*** EXTRACTED RECORDS ***
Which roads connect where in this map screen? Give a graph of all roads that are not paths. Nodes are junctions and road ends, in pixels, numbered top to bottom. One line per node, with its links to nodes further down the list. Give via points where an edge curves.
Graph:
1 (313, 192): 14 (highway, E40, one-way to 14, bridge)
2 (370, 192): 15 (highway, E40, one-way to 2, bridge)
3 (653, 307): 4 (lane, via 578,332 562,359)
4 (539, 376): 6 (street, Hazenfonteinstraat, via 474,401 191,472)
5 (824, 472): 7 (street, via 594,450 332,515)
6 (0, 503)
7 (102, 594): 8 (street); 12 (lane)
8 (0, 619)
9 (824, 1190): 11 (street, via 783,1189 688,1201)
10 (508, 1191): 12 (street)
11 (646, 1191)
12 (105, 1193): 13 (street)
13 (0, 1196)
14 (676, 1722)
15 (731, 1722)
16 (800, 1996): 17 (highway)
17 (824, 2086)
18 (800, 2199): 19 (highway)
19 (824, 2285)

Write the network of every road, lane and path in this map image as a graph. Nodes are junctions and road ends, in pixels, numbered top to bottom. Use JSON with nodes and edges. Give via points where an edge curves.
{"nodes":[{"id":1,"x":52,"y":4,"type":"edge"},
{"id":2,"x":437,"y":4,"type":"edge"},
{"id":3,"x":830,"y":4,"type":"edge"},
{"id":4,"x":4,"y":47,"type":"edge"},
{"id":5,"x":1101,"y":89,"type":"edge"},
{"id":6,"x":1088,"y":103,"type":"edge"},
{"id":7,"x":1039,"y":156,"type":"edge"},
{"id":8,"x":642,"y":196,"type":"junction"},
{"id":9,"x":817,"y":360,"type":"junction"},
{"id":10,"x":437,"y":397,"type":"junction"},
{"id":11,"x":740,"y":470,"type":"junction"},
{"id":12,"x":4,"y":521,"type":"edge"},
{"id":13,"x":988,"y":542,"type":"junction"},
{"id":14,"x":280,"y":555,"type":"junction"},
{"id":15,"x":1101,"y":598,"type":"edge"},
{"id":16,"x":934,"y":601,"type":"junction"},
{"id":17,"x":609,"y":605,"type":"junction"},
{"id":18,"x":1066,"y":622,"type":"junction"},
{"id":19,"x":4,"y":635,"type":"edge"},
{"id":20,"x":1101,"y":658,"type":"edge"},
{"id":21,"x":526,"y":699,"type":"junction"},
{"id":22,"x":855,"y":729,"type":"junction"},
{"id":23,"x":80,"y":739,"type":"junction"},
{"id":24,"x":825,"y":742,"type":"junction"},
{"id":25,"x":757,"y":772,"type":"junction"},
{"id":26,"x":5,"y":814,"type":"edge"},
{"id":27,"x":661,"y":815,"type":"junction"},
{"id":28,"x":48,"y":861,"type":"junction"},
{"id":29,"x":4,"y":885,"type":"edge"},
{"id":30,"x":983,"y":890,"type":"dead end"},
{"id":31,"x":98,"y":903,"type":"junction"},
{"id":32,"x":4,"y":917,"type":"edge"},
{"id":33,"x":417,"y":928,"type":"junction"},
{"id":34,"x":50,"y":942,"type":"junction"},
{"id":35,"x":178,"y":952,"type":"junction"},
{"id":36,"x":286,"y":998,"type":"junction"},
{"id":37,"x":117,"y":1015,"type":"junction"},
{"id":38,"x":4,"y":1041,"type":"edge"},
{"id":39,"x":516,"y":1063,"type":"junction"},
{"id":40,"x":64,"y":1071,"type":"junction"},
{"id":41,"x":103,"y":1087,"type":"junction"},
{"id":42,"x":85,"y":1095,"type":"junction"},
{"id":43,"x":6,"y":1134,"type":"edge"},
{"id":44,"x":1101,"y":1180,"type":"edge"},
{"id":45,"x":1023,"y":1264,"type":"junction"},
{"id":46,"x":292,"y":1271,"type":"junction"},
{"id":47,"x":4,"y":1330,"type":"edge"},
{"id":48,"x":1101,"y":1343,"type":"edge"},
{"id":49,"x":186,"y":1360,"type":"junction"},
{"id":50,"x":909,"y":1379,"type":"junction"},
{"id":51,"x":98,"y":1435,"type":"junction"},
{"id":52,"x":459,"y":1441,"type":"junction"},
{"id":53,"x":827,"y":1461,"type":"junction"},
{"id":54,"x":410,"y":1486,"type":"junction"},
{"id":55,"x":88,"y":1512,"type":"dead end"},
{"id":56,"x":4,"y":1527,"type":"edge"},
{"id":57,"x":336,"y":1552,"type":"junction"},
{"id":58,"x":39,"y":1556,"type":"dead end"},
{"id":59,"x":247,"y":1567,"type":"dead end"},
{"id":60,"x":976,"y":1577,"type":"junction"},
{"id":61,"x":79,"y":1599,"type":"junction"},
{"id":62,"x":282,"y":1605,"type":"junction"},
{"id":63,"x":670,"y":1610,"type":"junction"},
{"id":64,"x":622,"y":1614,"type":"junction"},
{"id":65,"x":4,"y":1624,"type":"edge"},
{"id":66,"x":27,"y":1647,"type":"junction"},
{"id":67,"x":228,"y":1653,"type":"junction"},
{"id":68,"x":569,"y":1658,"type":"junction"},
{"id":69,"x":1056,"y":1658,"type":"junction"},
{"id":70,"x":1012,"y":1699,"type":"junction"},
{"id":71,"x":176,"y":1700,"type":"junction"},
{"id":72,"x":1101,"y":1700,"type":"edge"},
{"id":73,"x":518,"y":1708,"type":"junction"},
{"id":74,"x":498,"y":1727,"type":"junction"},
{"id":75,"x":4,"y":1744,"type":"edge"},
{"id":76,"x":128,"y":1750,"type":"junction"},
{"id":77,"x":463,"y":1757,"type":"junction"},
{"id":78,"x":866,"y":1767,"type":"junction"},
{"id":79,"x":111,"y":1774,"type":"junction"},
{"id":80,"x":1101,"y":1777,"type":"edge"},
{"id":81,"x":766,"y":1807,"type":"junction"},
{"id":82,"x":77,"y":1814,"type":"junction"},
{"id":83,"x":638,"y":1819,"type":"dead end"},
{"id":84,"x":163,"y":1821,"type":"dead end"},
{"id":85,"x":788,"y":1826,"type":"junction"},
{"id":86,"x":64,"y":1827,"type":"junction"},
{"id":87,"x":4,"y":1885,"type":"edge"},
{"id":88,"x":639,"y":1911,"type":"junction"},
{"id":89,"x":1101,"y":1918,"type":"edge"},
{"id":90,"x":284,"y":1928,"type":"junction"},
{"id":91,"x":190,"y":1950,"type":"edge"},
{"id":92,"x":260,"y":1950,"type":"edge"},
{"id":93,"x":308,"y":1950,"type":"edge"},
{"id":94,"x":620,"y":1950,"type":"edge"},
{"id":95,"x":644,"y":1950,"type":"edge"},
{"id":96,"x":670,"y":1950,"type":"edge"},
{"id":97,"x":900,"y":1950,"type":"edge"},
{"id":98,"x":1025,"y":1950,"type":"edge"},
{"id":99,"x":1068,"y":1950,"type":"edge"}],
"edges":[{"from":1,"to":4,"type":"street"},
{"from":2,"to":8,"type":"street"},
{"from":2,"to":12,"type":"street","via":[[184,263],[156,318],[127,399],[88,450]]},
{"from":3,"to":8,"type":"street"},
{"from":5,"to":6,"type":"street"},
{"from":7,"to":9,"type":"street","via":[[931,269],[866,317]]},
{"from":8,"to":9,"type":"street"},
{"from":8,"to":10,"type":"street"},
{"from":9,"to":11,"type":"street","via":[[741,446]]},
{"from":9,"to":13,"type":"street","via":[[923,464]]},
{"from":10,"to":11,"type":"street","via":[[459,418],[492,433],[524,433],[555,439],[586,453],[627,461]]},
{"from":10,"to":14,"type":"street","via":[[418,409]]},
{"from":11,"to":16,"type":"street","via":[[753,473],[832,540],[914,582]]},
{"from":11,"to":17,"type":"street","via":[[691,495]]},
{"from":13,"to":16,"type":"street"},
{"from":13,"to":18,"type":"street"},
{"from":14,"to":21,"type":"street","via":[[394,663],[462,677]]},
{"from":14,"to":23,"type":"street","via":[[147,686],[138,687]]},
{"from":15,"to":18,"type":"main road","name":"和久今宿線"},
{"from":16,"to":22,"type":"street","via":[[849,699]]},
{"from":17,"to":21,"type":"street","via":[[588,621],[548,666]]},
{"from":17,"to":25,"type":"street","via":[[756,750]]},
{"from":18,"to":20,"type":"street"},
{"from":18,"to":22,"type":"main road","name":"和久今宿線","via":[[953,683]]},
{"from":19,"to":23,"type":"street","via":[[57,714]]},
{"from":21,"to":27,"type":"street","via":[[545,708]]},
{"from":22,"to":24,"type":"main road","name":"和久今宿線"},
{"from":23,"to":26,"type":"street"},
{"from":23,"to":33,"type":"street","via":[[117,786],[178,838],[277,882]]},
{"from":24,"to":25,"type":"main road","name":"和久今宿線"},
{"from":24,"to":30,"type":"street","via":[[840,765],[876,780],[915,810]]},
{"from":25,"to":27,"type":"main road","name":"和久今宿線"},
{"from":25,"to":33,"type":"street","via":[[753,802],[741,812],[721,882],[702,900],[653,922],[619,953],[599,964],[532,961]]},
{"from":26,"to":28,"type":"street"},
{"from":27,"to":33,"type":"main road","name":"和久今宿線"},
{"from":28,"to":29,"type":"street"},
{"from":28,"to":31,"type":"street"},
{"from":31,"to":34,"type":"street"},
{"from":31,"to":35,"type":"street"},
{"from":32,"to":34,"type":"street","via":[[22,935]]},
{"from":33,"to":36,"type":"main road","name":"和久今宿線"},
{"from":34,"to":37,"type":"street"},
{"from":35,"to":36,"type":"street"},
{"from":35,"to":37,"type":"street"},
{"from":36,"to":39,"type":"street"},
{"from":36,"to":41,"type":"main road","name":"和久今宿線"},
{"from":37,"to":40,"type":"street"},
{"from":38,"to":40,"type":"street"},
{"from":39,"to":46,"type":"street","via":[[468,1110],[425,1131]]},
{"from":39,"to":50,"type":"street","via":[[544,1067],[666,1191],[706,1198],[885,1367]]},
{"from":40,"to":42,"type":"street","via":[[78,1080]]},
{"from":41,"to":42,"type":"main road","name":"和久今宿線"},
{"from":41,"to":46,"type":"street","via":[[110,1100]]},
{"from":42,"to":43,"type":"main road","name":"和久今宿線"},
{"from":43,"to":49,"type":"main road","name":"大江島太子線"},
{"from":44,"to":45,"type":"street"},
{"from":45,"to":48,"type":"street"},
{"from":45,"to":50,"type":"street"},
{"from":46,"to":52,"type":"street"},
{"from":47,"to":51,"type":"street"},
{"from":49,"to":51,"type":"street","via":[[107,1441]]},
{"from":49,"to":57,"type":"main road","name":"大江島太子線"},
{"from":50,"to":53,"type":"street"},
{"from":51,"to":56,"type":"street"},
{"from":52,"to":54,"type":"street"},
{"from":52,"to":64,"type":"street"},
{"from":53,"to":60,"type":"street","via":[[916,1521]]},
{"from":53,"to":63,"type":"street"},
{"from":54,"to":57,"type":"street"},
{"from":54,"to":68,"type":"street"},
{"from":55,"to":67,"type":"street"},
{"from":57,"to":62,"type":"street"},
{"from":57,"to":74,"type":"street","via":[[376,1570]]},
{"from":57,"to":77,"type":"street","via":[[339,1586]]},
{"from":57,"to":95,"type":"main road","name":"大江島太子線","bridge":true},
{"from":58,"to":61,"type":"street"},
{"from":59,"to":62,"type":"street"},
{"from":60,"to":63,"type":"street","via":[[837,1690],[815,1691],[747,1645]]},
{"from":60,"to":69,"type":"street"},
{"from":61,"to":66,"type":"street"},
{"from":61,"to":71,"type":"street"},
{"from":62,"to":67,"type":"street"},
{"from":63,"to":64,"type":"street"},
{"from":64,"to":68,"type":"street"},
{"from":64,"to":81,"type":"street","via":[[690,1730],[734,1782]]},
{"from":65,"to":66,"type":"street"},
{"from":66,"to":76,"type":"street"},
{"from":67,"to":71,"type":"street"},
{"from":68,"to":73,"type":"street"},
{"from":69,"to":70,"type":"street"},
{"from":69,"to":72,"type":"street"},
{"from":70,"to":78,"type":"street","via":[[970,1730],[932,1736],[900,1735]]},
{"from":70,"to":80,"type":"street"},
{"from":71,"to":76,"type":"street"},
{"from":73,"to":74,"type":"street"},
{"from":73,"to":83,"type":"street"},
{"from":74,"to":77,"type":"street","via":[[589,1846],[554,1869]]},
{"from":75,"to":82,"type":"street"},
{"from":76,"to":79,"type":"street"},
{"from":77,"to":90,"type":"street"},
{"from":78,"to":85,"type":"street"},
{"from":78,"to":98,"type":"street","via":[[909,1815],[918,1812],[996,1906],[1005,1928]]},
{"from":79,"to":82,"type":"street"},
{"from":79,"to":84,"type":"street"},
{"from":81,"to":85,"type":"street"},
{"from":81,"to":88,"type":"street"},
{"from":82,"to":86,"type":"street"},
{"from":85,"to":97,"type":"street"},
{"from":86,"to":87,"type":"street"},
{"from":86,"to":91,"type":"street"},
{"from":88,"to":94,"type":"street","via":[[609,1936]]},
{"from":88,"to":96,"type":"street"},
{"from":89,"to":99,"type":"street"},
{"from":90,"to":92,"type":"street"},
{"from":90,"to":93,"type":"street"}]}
*** End of EXTRACTED RECORDS ***
> WHAT THE TASK REQUIRES: Where in the records does the string "大江島太子線" appear? Copy every line that has it.

> ANSWER AREA:
{"from":43,"to":49,"type":"main road","name":"大江島太子線"},
{"from":49,"to":57,"type":"main road","name":"大江島太子線"},
{"from":57,"to":95,"type":"main road","name":"大江島太子線","bridge":true},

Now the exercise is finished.